- _Dataset entries_
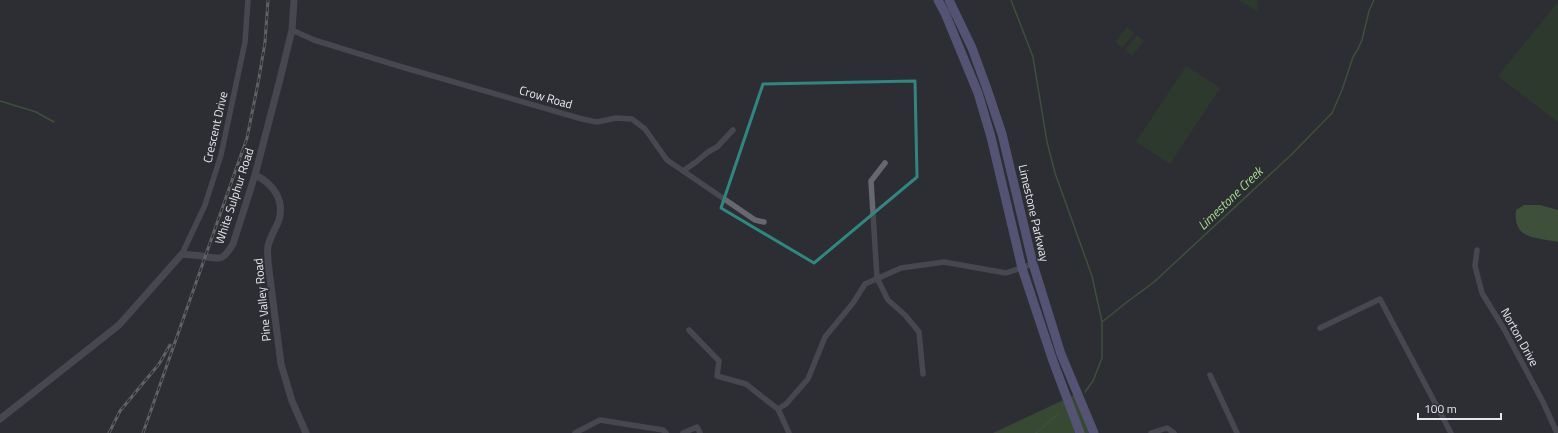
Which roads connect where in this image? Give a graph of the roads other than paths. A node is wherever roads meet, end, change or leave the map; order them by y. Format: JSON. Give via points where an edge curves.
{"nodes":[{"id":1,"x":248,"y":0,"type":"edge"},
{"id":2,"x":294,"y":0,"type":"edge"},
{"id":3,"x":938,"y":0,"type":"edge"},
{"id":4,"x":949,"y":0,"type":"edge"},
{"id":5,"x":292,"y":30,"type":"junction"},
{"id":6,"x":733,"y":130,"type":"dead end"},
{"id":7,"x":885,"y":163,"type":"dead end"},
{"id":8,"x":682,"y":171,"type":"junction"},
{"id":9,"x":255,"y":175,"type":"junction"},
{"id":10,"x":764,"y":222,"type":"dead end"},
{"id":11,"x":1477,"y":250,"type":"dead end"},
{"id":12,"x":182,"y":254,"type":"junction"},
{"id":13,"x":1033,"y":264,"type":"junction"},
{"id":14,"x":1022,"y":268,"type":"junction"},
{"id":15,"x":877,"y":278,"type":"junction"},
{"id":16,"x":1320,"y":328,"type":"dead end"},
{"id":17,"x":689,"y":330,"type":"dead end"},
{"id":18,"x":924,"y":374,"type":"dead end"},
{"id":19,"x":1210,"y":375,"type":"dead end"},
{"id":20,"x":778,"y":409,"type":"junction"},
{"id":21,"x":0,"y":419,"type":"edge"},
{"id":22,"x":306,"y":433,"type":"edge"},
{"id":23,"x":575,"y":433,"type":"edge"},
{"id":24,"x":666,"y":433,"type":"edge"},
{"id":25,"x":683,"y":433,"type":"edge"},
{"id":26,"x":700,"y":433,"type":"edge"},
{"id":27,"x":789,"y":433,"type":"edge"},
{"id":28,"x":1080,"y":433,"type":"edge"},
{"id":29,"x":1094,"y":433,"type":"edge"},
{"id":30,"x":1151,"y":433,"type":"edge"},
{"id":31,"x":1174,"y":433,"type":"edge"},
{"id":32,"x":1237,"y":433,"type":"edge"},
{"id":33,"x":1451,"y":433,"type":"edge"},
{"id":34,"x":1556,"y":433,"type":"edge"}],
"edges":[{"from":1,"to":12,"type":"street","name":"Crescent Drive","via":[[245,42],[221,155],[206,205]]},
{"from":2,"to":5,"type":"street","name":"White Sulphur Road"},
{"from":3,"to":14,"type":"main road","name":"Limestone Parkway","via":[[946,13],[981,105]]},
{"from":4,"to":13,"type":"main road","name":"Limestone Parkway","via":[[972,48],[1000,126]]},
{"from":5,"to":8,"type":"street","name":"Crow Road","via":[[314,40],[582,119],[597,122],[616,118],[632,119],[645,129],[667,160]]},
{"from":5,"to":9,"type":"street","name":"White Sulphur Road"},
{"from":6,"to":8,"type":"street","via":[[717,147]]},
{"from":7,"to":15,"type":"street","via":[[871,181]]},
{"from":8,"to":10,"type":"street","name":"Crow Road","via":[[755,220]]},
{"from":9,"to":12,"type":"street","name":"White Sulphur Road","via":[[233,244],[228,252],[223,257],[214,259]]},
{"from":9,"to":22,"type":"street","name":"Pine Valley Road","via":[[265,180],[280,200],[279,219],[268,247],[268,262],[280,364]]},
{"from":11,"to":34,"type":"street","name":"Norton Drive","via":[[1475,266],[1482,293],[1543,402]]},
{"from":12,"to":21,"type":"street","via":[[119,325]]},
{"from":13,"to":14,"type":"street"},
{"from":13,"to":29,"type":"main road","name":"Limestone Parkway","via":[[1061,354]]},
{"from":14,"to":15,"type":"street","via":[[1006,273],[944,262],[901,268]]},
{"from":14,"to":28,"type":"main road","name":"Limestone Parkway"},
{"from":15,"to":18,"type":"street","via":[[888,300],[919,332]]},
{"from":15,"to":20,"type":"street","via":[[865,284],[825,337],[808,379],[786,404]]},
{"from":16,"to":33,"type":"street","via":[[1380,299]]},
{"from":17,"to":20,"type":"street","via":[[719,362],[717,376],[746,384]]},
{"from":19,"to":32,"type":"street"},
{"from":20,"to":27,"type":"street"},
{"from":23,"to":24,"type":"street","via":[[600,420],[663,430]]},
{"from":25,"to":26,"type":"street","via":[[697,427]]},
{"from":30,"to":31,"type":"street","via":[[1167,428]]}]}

- _What is expected_
None of the pictures belong in the copy; transcribe the rest of the data exactly.

- _Answer_
Which roads connect where in this image? Give a graph of the roads other than paths. A node is wherever roads meet, end, change or leave the map; order them by y. Format: JSON. Give via points where an edge curves.
{"nodes":[{"id":1,"x":248,"y":0,"type":"edge"},
{"id":2,"x":294,"y":0,"type":"edge"},
{"id":3,"x":938,"y":0,"type":"edge"},
{"id":4,"x":949,"y":0,"type":"edge"},
{"id":5,"x":292,"y":30,"type":"junction"},
{"id":6,"x":733,"y":130,"type":"dead end"},
{"id":7,"x":885,"y":163,"type":"dead end"},
{"id":8,"x":682,"y":171,"type":"junction"},
{"id":9,"x":255,"y":175,"type":"junction"},
{"id":10,"x":764,"y":222,"type":"dead end"},
{"id":11,"x":1477,"y":250,"type":"dead end"},
{"id":12,"x":182,"y":254,"type":"junction"},
{"id":13,"x":1033,"y":264,"type":"junction"},
{"id":14,"x":1022,"y":268,"type":"junction"},
{"id":15,"x":877,"y":278,"type":"junction"},
{"id":16,"x":1320,"y":328,"type":"dead end"},
{"id":17,"x":689,"y":330,"type":"dead end"},
{"id":18,"x":924,"y":374,"type":"dead end"},
{"id":19,"x":1210,"y":375,"type":"dead end"},
{"id":20,"x":778,"y":409,"type":"junction"},
{"id":21,"x":0,"y":419,"type":"edge"},
{"id":22,"x":306,"y":433,"type":"edge"},
{"id":23,"x":575,"y":433,"type":"edge"},
{"id":24,"x":666,"y":433,"type":"edge"},
{"id":25,"x":683,"y":433,"type":"edge"},
{"id":26,"x":700,"y":433,"type":"edge"},
{"id":27,"x":789,"y":433,"type":"edge"},
{"id":28,"x":1080,"y":433,"type":"edge"},
{"id":29,"x":1094,"y":433,"type":"edge"},
{"id":30,"x":1151,"y":433,"type":"edge"},
{"id":31,"x":1174,"y":433,"type":"edge"},
{"id":32,"x":1237,"y":433,"type":"edge"},
{"id":33,"x":1451,"y":433,"type":"edge"},
{"id":34,"x":1556,"y":433,"type":"edge"}],
"edges":[{"from":1,"to":12,"type":"street","name":"Crescent Drive","via":[[245,42],[221,155],[206,205]]},
{"from":2,"to":5,"type":"street","name":"White Sulphur Road"},
{"from":3,"to":14,"type":"main road","name":"Limestone Parkway","via":[[946,13],[981,105]]},
{"from":4,"to":13,"type":"main road","name":"Limestone Parkway","via":[[972,48],[1000,126]]},
{"from":5,"to":8,"type":"street","name":"Crow Road","via":[[314,40],[582,119],[597,122],[616,118],[632,119],[645,129],[667,160]]},
{"from":5,"to":9,"type":"street","name":"White Sulphur Road"},
{"from":6,"to":8,"type":"street","via":[[717,147]]},
{"from":7,"to":15,"type":"street","via":[[871,181]]},
{"from":8,"to":10,"type":"street","name":"Crow Road","via":[[755,220]]},
{"from":9,"to":12,"type":"street","name":"White Sulphur Road","via":[[233,244],[228,252],[223,257],[214,259]]},
{"from":9,"to":22,"type":"street","name":"Pine Valley Road","via":[[265,180],[280,200],[279,219],[268,247],[268,262],[280,364]]},
{"from":11,"to":34,"type":"street","name":"Norton Drive","via":[[1475,266],[1482,293],[1543,402]]},
{"from":12,"to":21,"type":"street","via":[[119,325]]},
{"from":13,"to":14,"type":"street"},
{"from":13,"to":29,"type":"main road","name":"Limestone Parkway","via":[[1061,354]]},
{"from":14,"to":15,"type":"street","via":[[1006,273],[944,262],[901,268]]},
{"from":14,"to":28,"type":"main road","name":"Limestone Parkway"},
{"from":15,"to":18,"type":"street","via":[[888,300],[919,332]]},
{"from":15,"to":20,"type":"street","via":[[865,284],[825,337],[808,379],[786,404]]},
{"from":16,"to":33,"type":"street","via":[[1380,299]]},
{"from":17,"to":20,"type":"street","via":[[719,362],[717,376],[746,384]]},
{"from":19,"to":32,"type":"street"},
{"from":20,"to":27,"type":"street"},
{"from":23,"to":24,"type":"street","via":[[600,420],[663,430]]},
{"from":25,"to":26,"type":"street","via":[[697,427]]},
{"from":30,"to":31,"type":"street","via":[[1167,428]]}]}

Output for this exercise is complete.